Liebe Gemeinde,

als ich sechs war, zogen wir nach München. Für meine Eltern war jetzt dran, dass ich schwimmen lerne. Im Schwimmbad war mir jedoch nicht nur das tiefe Wasser unheimlich. Auch die bayerische Sprache, besonders vom Bademeister. Der fragte mich, damals noch mit blonden Locken: „Bist du a Bua oder a Madl?“ – Ich hab kein Wort verstanden. Schüchtern und ängstlich wie ich war, ging ich auf Nummer sicher: „Weiß ich nicht.“ Mein Bruder hat‘s gehört und später wurde die Geschichte oft in der Familie erzählt – ich aber hab mich arg geschämt.

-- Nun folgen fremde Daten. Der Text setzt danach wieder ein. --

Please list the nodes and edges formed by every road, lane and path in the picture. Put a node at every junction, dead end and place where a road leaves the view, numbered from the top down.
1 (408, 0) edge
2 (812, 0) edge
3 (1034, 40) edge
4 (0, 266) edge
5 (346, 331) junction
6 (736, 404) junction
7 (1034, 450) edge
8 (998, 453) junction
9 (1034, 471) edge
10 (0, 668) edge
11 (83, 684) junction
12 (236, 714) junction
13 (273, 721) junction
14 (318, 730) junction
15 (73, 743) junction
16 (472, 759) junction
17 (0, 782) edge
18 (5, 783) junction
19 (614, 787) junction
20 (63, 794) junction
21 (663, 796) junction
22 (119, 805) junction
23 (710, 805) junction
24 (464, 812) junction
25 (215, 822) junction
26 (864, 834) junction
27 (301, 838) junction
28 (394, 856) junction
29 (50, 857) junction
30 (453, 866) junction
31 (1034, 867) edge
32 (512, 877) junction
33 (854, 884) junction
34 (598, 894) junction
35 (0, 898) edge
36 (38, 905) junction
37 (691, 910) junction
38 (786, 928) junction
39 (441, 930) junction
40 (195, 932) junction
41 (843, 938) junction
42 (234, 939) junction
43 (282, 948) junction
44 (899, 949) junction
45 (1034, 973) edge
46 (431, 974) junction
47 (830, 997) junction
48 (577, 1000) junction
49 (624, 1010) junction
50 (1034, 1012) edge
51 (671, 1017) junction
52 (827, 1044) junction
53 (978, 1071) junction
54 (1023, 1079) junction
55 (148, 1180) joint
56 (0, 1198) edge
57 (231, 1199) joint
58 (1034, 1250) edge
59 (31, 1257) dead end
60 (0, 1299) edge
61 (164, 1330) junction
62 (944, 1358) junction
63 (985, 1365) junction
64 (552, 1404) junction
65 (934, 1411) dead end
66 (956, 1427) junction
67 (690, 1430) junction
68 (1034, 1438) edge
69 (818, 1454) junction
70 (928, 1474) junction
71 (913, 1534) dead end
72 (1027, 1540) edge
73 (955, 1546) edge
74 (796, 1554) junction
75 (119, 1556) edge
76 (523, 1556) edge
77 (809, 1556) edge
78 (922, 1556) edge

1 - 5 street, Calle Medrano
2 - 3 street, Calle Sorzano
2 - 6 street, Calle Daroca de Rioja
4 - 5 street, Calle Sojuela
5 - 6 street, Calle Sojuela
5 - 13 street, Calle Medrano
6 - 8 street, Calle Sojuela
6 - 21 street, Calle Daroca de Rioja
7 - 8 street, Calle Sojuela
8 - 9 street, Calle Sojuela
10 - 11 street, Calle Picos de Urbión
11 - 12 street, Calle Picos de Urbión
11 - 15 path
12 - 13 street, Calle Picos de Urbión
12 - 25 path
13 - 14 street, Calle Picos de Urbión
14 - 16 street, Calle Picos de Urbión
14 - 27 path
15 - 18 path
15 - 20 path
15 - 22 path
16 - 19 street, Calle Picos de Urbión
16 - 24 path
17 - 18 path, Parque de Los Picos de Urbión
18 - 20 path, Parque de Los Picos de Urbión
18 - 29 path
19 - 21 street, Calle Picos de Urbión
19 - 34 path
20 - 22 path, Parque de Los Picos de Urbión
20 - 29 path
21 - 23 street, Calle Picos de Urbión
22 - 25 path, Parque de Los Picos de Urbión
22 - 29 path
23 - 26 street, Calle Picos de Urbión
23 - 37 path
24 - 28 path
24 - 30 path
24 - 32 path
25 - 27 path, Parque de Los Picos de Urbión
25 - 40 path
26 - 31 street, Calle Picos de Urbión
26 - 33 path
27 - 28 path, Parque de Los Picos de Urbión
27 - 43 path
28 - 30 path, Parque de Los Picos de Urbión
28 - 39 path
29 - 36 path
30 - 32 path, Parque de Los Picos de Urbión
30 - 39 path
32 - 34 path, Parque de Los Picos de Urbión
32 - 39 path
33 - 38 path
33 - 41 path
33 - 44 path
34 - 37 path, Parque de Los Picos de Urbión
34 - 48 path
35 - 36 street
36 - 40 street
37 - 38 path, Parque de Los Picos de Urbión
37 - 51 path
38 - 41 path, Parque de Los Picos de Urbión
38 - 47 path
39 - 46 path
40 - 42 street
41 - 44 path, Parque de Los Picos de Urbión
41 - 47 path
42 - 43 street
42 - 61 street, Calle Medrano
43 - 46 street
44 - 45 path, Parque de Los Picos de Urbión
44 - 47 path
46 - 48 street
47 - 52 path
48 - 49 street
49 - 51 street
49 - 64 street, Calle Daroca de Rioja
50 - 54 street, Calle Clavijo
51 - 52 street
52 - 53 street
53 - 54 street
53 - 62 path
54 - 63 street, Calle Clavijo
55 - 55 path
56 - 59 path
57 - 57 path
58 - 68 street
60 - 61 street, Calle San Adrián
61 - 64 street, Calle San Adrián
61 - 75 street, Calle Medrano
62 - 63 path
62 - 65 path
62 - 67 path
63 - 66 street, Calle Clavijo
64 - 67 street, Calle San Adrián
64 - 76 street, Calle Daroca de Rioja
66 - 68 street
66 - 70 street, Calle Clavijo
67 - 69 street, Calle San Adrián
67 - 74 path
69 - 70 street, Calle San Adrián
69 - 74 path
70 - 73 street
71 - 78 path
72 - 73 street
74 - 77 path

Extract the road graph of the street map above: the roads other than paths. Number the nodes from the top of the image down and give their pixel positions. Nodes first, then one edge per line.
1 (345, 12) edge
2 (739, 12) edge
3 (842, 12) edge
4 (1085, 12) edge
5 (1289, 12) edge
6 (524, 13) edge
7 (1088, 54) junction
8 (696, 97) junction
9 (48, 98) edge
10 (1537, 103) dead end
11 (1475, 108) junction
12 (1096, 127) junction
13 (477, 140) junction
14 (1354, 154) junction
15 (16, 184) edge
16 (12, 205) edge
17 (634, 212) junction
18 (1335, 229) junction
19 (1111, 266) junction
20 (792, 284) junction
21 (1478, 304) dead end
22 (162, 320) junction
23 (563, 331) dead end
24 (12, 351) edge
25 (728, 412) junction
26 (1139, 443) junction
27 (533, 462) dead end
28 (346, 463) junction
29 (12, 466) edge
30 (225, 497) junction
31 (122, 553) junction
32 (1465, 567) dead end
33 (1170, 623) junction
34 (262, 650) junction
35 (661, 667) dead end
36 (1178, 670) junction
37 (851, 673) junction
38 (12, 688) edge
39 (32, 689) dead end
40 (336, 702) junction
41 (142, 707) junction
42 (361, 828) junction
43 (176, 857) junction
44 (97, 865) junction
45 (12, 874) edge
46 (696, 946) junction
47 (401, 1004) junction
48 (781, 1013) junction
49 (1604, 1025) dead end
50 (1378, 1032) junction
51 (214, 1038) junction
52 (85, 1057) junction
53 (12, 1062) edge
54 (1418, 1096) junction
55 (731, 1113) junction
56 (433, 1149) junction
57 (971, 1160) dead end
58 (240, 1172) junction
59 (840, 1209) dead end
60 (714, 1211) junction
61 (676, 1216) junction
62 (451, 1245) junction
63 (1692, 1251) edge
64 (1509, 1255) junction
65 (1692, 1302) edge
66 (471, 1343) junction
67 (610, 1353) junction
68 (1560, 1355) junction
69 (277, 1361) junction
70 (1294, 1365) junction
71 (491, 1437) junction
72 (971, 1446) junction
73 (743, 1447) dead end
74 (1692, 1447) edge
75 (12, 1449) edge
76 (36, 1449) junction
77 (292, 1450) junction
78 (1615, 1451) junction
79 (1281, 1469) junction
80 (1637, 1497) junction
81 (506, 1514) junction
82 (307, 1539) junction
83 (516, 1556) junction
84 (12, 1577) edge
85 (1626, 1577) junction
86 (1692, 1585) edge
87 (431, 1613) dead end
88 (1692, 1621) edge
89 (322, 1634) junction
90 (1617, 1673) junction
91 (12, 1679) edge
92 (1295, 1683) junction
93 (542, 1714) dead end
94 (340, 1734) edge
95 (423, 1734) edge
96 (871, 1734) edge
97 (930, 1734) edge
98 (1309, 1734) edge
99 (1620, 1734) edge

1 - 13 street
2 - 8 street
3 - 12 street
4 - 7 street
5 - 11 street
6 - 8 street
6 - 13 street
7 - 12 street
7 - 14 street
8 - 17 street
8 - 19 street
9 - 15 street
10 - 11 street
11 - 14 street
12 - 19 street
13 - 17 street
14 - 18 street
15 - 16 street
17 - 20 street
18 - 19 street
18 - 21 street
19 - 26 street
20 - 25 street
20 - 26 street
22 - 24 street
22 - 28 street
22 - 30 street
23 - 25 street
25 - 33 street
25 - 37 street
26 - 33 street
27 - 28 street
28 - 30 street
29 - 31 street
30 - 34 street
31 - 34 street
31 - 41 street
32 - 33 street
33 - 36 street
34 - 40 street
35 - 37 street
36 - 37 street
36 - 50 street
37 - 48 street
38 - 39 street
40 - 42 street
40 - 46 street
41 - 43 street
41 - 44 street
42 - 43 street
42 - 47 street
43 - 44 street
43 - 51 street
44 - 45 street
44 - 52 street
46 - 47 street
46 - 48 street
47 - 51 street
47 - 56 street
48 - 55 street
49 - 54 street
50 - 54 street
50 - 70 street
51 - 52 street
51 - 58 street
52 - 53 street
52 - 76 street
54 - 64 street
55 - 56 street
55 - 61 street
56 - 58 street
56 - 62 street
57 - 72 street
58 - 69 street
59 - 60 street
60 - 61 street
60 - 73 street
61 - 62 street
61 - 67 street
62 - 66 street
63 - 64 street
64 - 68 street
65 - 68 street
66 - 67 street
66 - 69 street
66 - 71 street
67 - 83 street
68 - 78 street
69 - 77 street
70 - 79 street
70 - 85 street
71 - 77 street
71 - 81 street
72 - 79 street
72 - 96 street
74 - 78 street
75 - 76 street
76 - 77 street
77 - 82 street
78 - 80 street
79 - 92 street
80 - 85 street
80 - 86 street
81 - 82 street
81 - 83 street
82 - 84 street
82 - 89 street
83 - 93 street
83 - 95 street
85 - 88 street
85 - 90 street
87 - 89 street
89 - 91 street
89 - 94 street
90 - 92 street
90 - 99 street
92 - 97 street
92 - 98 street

Wenn die Verständigung unter Deutschen schon so schwierig ist – wie soll sie erst unter Deutschen und Syrern gelingen? Oder gar zwischen Christen und Muslimen?

Missverständnisse und Unsicherheit nehmen zu. Besonders seit den Terrorakten in diesem Sommer. Zugleich sagen 70% der Befragten einer aktuellen Studie (Skepsis oder Zuversicht? Erwartungen der Bevölkerung zur Aufnahme von Flüchtlingen zwischen November 2015 und August 2016, EKD, August 2016), dass sich die Evangelische Kirche weiterhin für Flüchtlinge und ihre Integration engagieren soll. Wie passt das zusammen?

Werfen wir mit dieser Frage einen Blick in die ersten christlichen Gemeinden. Da saß ein bunt gemischtes Volk im Gottesdienst. Und ging sich bei aller Liebe wahrscheinlich manchmal auch arg auf die Nerven.

Die Römer den anderen durch ihren herrischen Ton, die Sklaven durch den Dreck unter ihren Fingernägeln, die Griechen mit manchen altklugen Sprüchen, die Soldaten, weil sie ihre Waffen noch mit sich trugen und die Händler mit ihrem zur Schau gestellten Reichtum.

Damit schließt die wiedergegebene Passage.